Christopher John Cron Sr. (born March 31, 1964) is an American former professional baseball player,  manager, and current coach.  he is the assistant hitting coach for the Oakland Athletics of Major League Baseball (MLB). He played in Major League Baseball (MLB) for the California Angels and Chicago White Sox, and has managed in Minor League Baseball.

Career
Drafted by the Atlanta Braves in the second round of the 1984 Major League Baseball Draft, Cron made his Major League Baseball debut with the California Angels on August 15, 1991 and appeared in his final game on October 4, 1992.

During the 1995 season, Cron retired and became manager of the Bristol White Sox, a minor league affiliate of the Chicago White Sox, and has spent several years as a manager in the White Sox farm system.

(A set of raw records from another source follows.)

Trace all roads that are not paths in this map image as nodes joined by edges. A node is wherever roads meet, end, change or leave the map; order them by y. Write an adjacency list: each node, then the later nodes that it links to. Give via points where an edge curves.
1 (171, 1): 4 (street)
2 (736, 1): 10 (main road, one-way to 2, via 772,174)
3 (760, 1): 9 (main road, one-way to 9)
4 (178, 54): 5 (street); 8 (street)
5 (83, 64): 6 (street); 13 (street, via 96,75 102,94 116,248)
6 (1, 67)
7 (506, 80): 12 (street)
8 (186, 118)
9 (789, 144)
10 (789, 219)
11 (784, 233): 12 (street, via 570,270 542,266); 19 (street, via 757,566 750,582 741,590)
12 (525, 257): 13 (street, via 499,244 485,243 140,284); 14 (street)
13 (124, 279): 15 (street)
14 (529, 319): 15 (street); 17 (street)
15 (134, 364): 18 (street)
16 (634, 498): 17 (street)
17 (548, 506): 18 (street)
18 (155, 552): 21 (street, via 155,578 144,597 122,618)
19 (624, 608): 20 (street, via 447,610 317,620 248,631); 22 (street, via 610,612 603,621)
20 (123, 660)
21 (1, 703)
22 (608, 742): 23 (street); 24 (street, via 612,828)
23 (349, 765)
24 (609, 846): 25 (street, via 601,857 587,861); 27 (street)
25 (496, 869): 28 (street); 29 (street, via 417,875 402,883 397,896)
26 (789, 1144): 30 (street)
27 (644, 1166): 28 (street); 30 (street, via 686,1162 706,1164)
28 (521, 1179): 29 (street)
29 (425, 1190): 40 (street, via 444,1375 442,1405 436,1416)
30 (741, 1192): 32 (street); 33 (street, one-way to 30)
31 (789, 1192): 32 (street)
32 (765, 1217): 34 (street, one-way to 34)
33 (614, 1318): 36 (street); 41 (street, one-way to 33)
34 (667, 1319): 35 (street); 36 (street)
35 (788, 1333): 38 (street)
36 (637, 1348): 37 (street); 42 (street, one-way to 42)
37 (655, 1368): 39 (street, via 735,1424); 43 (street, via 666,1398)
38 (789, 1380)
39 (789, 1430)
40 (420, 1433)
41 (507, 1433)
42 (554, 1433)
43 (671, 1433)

Cron has managed at every level in the minor leagues, starting in 1995. His teams have included: Bristol (1995), Hickory (1996–97), Winston-Salem (1998), Birmingham (1999), Colorado Springs (2000–02), Great Falls (2003), Kannapolis (2004), Winston-Salem (2005), Birmingham (2006) and Great Falls (2007–08). He served as roving minor league infield coach in 2009. He was the manager of the Great Falls Voyagers in 2010.

On Monday, December 13, 2010, Cron was named manager of the Erie SeaWolves. In 2013, he was selected as one of several managers for the All-Star Futures Game. In 2019, he was hired as manager of the Reno Aces. He managed his son, Kevin, while he was on the Aces in 2019.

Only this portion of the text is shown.